Bishops Celebrate Innovative Ministry and Reaffirm Mission in State of the Church Address

By Liz Lennox

In their State of the Church Address, Bishop Cynthia Moore-Koikoi and Bishop Sandra Steiner Ball directly addressed the clergy and laity of the Susquehanna Annual Conference of The United Methodist Church. Highlighting the diverse make-up of participants from various geographical and social contexts, the bishops shared a message of resilience, unity, and renewal amidst the challenges faced by the church.

They acknowledged the profound grief felt by many because of the loss of churches due to membership decline and disaffiliation, but encouraged hope and comfort through God. “If God is near to us in our grief,” they reminded, “we have access to spiritual resources to help us not be paralyzed, but rather, to keep living abundantly and move forward.” Those spiritual resources will help us to grow in love and compassion and strengthen our sense of urgency in our discipleship and mission to which we have been called as a church.

The bishops began by pointing out that 28% of people within the Susquehanna Annual Conference boundaries now identify as having no religious faith, a figure higher than the national average. They emphasized that this represents not merely a challenge but a potential harvest ripe for ministry.

“As a community of believers, we serve a mighty God who has plans for us – plans to prosper us and not harm us, plans to give us hope and a future,” they said. “As Christians, we know that the peace of God, which surpasses all understanding, will guard our hearts and minds. As United Methodists, we know that we are connected through the love, grace and saving power of Jesus Christ. This is the state of the Church: we are connected with God and one another in the love, grace, and saving power of Jesus Christ.”

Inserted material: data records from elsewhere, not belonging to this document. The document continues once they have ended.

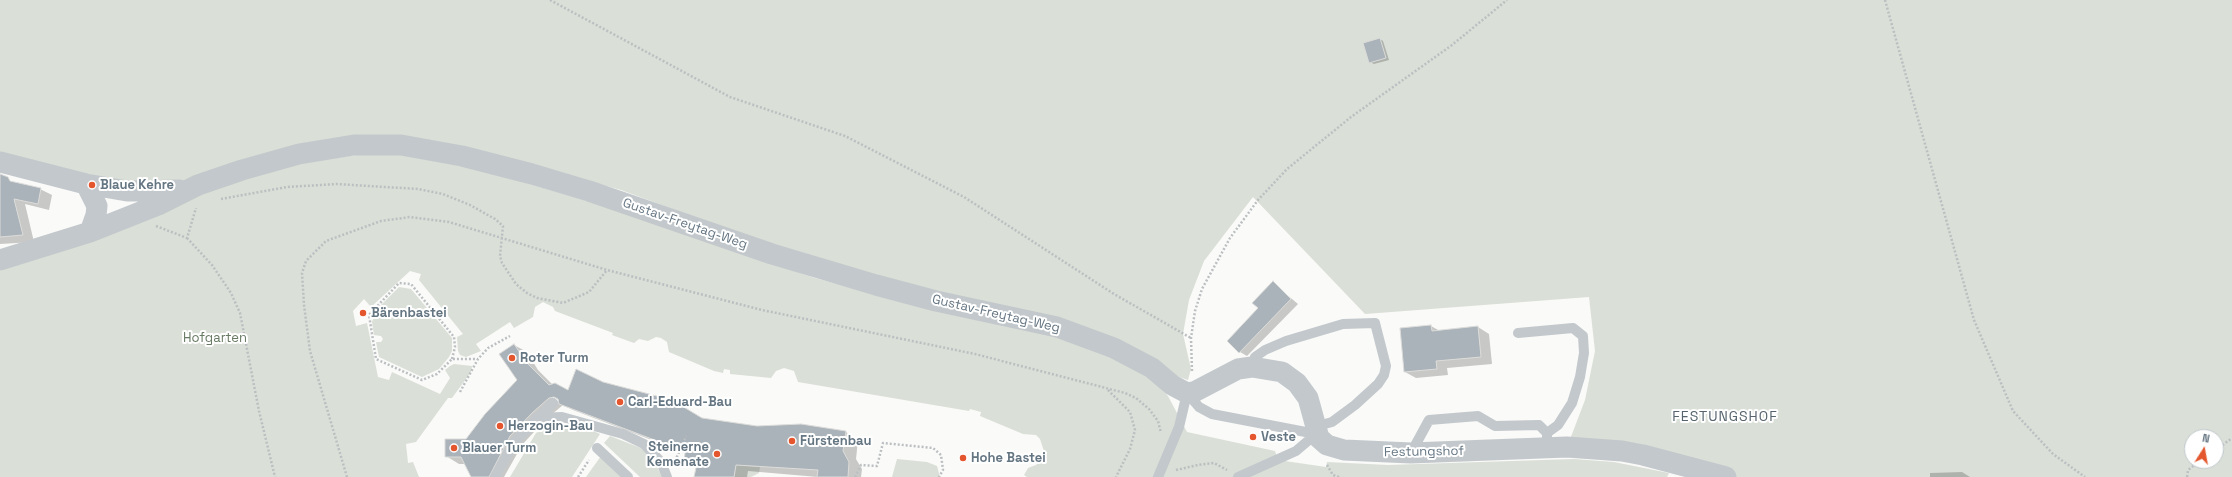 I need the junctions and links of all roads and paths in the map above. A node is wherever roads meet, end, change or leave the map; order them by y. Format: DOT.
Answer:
graph roads {
  1 [pos="550,0"];
  2 [pos="1508,0"];
  3 [pos="1885,0"];
  4 [pos="0,162"];
  5 [pos="86,184"];
  6 [pos="186,190"];
  7 [pos="219,200"];
  8 [pos="90,232"];
  9 [pos="187,238"];
  10 [pos="502,239"];
  11 [pos="0,260"];
  12 [pos="607,270"];
  13 [pos="1518,333"];
  14 [pos="510,336"];
  15 [pos="1191,338"];
  16 [pos="452,359"];
  17 [pos="478,359"];
  18 [pos="1252,367"];
  19 [pos="1108,389"];
  20 [pos="1180,389"];
  21 [pos="460,392"];
  22 [pos="553,403"];
  23 [pos="536,418"];
  24 [pos="1315,430"];
  25 [pos="686,436"];
  26 [pos="1547,440"];
  27 [pos="682,444"];
  28 [pos="597,448"];
  29 [pos="1411,453"];
  30 [pos="1168,454"];
  31 [pos="1327,462"];
  32 [pos="1233,475"];
  33 [pos="1158,476"];
  34 [pos="275,477"];
  35 [pos="347,477"];
  36 [pos="495,477"];
  37 [pos="628,477"];
  38 [pos="667,477"];
  39 [pos="855,477"];
  40 [pos="939,477"];
  41 [pos="1116,477"];
  42 [pos="1339,477"];
  43 [pos="1726,477"];
  44 [pos="2085,477"];
  1 -- 15 [label="path"];
  2 -- 15 [label="path"];
  3 -- 44 [label="path"];
  4 -- 5 [label="street, Gustav-Freytag-Weg"];
  5 -- 6 [label="street, Gustav-Freytag-Weg"];
  5 -- 8 [label="street"];
  6 -- 8 [label="street, Gustav-Freytag-Weg"];
  6 -- 20 [label="street, Gustav-Freytag-Weg"];
  7 -- 10 [label="path"];
  8 -- 11 [label="street, Gustav-Freytag-Weg"];
  9 -- 34 [label="path"];
  10 -- 12 [label="path"];
  10 -- 12 [label="path"];
  10 -- 35 [label="path"];
  12 -- 19 [label="path"];
  13 -- 26 [label="lane"];
  14 -- 17 [label="path"];
  15 -- 20 [label="path"];
  16 -- 16 [label="path"];
  16 -- 17 [label="path"];
  17 -- 21 [label="path"];
  18 -- 20 [label="street"];
  18 -- 24 [label="street"];
  18 -- 24 [label="lane"];
  19 -- 30 [label="path"];
  19 -- 41 [label="path"];
  20 -- 24 [label="lane"];
  20 -- 30 [label="lane"];
  22 -- 23 [label="lane"];
  23 -- 36 [label="lane"];
  23 -- 38 [label="lane"];
  24 -- 29 [label="street, Festungshof"];
  24 -- 32 [label="lane"];
  25 -- 27 [label="path"];
  26 -- 29 [label="street, Festungshof"];
  26 -- 29 [label="lane"];
  26 -- 43 [label="street, Festungshof"];
  28 -- 37 [label="lane"];
  30 -- 33 [label="lane"];
  31 -- 42 [label="path"];
  32 -- 33 [label="path"];
  39 -- 40 [label="path"];
} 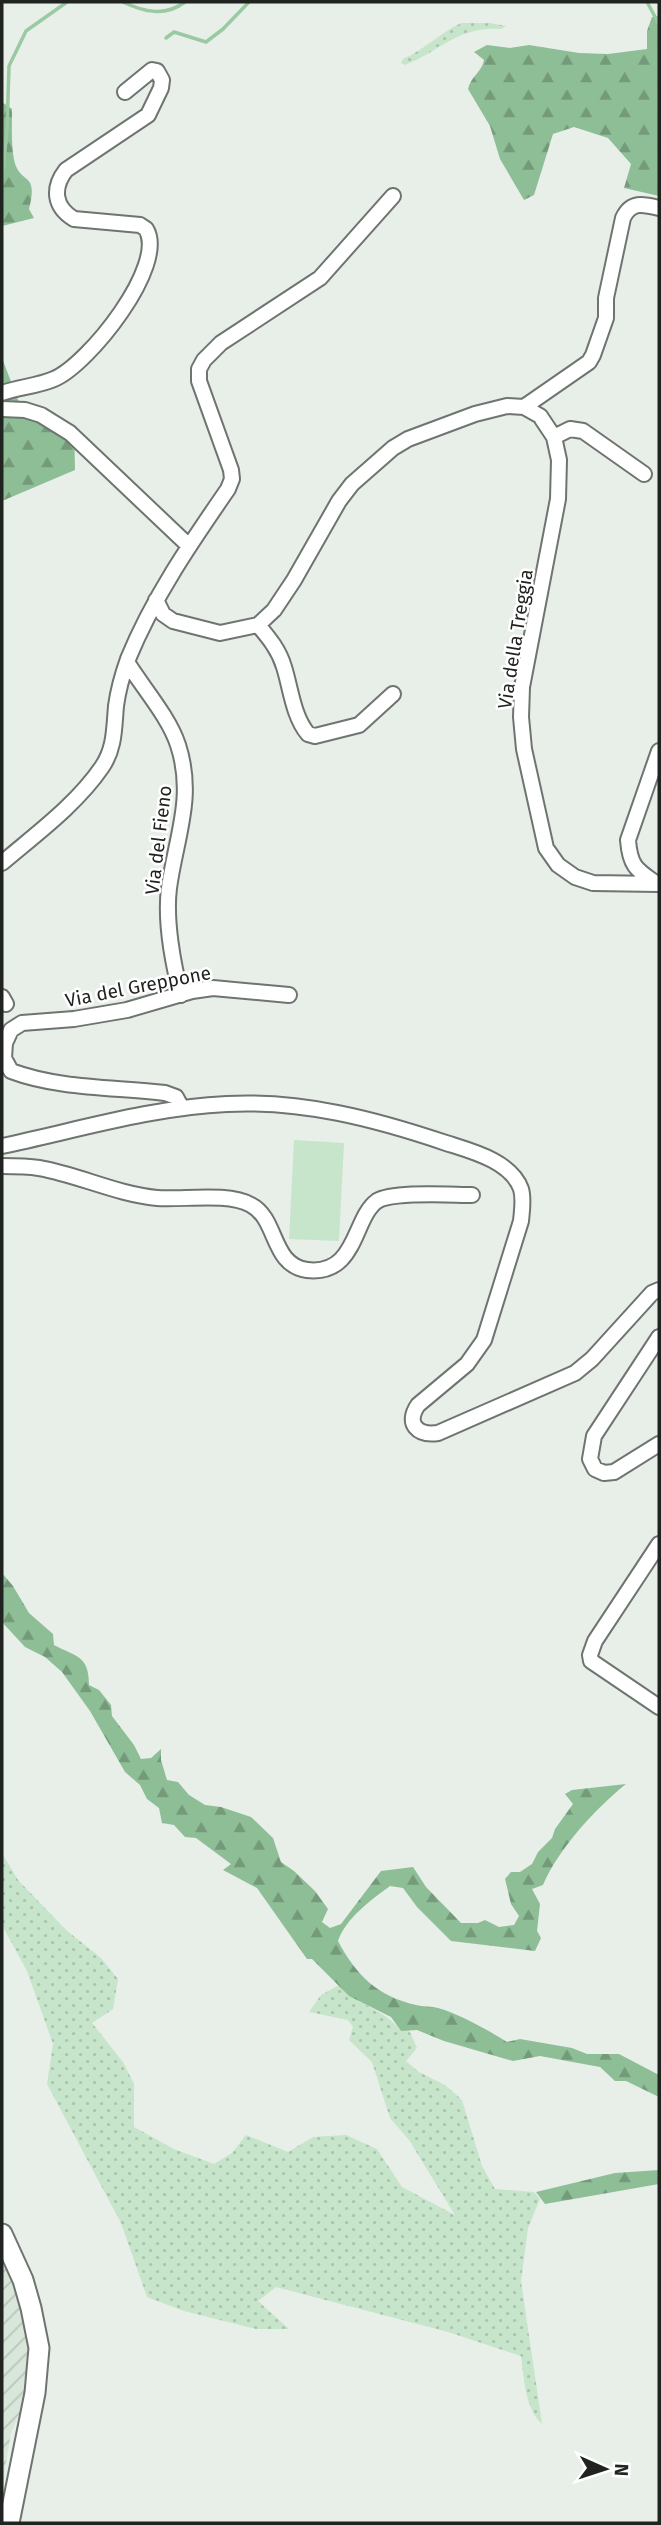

Addressing the recent General Conference, the bishops noted the significant difference in the tone and tenor of the event. They remarked on the true spirit of Holy Conferencing as delegates listened to and spoke with one another with respect and love in the midst of different viewpoints. They highlighted a number of changes, including the removal of restrictive language concerning the ordination and marriage of gay and lesbian persons, reflecting a more inclusive church. They reaffirmed that the changes make room for both traditional and progressive viewpoints, and that pastors and churches will have greater autonomy to make decisions for themselves when it comes to holding and officiating same-gender marriages.

“We recognize that some may feel grief, trepidation, or anxiety about the removal of the restrictive language,” they said. “As United Methodists in the Susquehanna Annual Conference, we remain committed to upholding our Wesleyan values of love, grace, and inclusivity. There is a place for everybody at the table – congregations and clergy who are more traditional, those who are more progressive, and everybody in between. Being an inclusive church means that we embrace those who rejoice at this change and those who grieve it. Being an inclusive church means that we respect the right of clergy and congregations to make decisions about these matters.”

The Bishops also addressed other decisions made by the General Conference, including the decrease in funding for general agencies and other budget matters. They shared that a decision was made to reduce the number of bishops in the United States, which means that the Susquehanna Conference will most likely become part of a two-part episcopal charge (to be determined at Jurisdictional Conference in July).

Despite the overarching issues of faith decline and internal debates, the address underlined numerous local initiatives and successes that underscore the idea of a plentiful harvest. Diverse ministry and outreach efforts like confirmation classes, interactive services tailored for diverse neurological needs, and environmentally focused programs illustrate dynamic, context-sensitive ministries across the region.

The bishops invited the conference to reclaim the essence of the church as a transformative force in society, guided by the radical love of God as shown through Jesus Christ. They reminded everyone that despite differences, the core mission remains the same: “to recommit ourselves to bringing people to Christ, discipling people in Christ’s ways, and helping them put on the mind of Christ.”

In their address, the bishops affirmed God’s ongoing work in their midst and offered a hopeful outlook on the church’s role in transforming lives and communities. “The state of the church reminds us that we are called to be a people who embrace and freely share the radical, world transforming love of God multiplying it in order to share it with all people,” they concluded. “May it be so!  And may we continually focus on, embody, and bear witness to the power of God’s love in Jesus Christ –  the power that can transform human hearts, communities, nations and the entire world in ways that bring joy, Good News, courage and hope.”